Channel 4 New Political Editor Gary Gibbon considers the negotiations that have gone into the expected announcement on the 50p tax rate.
Back when these budget negotiations started, George Osborne's opening bid was to do away with the 50p rate altogether. There would be no supertax rate at all, just the 40p rate for everyone above £43,000.
The chancellor believes what he sees as punitive levels of taxation are wrong. He believes in the Laffer curve. He is the man who, in opposition, ordered a review looking at flat taxes. He knows that Tories - particularly MPs - need to feel that their leadership still believes in basic Conservative nostrums.
In the Coalition talks, the Lib Dems could smell his keenness and pushed for a trade-off option that would fall short of full-scale abolition. So between them they settled on a 45p rate AND said this was the wrong year to bring it in. Next year, when the OBR numbers should point to better times, would be better.
George Osborne will talk to Conservative backbenchers when he sees them after the budget. Expect him to spell out his ambition to drop the tax completely asap. But the Lib Dems refused to gift him that pledge just as he and the PM refused to gift them the mansion tax. Next year's budget negotiatons will be pretty groundhog day-like as they go round the houses again on the allowance and top rate tax.
Read more: Budget 2012 - what will Osborne deliver?
So we have a half-measure and a half-promise of future direction. Some Tory fans of the chancellor's fundamental approach think he's boobed. Better not to touch the 50p rate at all, they say, than to drag out the agony over 2 or 3 budgets and budget negotiations.
It was always Labour's hope that the Tories would get labelled rich men's friends for dropping the tax and they will bust a gut to try to make sure that's what follows.
And there is a problem at the heart of the arguments against the top rate. You can't argue with equal strength that the top rate drives entrepreneurs out of the country and into the undergrowth AND say it's an ineffectual tax that is easily avoided.
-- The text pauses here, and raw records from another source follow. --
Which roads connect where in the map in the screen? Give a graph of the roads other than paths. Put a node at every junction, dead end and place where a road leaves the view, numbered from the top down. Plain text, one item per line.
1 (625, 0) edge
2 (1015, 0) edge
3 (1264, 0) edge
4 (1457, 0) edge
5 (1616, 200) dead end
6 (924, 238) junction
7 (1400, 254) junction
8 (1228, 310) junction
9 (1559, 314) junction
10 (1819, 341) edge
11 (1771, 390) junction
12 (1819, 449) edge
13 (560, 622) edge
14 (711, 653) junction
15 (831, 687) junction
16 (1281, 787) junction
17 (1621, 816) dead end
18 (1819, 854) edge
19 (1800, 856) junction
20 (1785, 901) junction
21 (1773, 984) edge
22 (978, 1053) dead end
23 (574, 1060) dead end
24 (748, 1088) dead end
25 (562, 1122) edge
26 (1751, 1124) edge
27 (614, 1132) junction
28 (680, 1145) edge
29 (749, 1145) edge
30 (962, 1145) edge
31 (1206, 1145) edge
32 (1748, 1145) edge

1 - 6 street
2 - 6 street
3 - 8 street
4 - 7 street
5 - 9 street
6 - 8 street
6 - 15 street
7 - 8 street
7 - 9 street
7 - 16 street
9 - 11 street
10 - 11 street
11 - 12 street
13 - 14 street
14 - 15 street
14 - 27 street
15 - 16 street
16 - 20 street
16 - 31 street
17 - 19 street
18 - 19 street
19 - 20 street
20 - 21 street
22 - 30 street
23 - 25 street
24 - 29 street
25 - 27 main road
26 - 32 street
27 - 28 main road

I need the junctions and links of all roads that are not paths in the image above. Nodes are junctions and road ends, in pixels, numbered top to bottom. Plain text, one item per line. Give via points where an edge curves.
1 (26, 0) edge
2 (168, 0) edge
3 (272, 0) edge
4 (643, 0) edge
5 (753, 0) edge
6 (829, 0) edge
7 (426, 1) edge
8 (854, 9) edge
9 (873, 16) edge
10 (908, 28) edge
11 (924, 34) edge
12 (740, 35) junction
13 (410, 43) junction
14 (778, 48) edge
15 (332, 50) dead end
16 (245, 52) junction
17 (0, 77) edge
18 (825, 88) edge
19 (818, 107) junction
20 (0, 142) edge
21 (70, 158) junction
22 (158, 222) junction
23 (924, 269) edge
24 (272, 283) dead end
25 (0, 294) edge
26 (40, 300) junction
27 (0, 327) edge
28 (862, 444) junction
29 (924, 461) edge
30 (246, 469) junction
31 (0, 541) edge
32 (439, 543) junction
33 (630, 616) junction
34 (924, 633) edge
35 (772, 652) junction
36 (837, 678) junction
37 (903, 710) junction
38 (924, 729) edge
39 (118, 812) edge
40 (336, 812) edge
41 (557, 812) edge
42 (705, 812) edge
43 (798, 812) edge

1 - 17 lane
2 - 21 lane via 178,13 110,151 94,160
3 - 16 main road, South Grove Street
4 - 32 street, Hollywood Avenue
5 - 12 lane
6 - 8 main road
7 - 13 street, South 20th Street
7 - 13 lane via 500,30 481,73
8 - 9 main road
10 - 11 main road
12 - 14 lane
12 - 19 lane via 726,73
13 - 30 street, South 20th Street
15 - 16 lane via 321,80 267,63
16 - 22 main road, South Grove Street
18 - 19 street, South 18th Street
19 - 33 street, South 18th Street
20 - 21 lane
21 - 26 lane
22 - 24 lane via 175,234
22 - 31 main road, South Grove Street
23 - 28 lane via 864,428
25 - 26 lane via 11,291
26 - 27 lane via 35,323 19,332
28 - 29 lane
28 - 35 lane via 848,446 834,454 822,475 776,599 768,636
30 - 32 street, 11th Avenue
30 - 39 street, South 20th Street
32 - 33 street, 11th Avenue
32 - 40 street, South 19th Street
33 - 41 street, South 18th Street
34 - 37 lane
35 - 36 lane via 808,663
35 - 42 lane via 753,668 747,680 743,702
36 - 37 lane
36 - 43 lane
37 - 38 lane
It is one or the other isn't it? For the record, the Treasury estimate for what it would bring in WITHOUT any avoidance was £6.5m.
They then calculated that all but £2.7m of that would slip their hands. Today expect to hear that all but a few hundred million stayed out of their grasp.
Remember that when you hear all sorts of promises today about how much the government will pull in on anti-avoidance measures.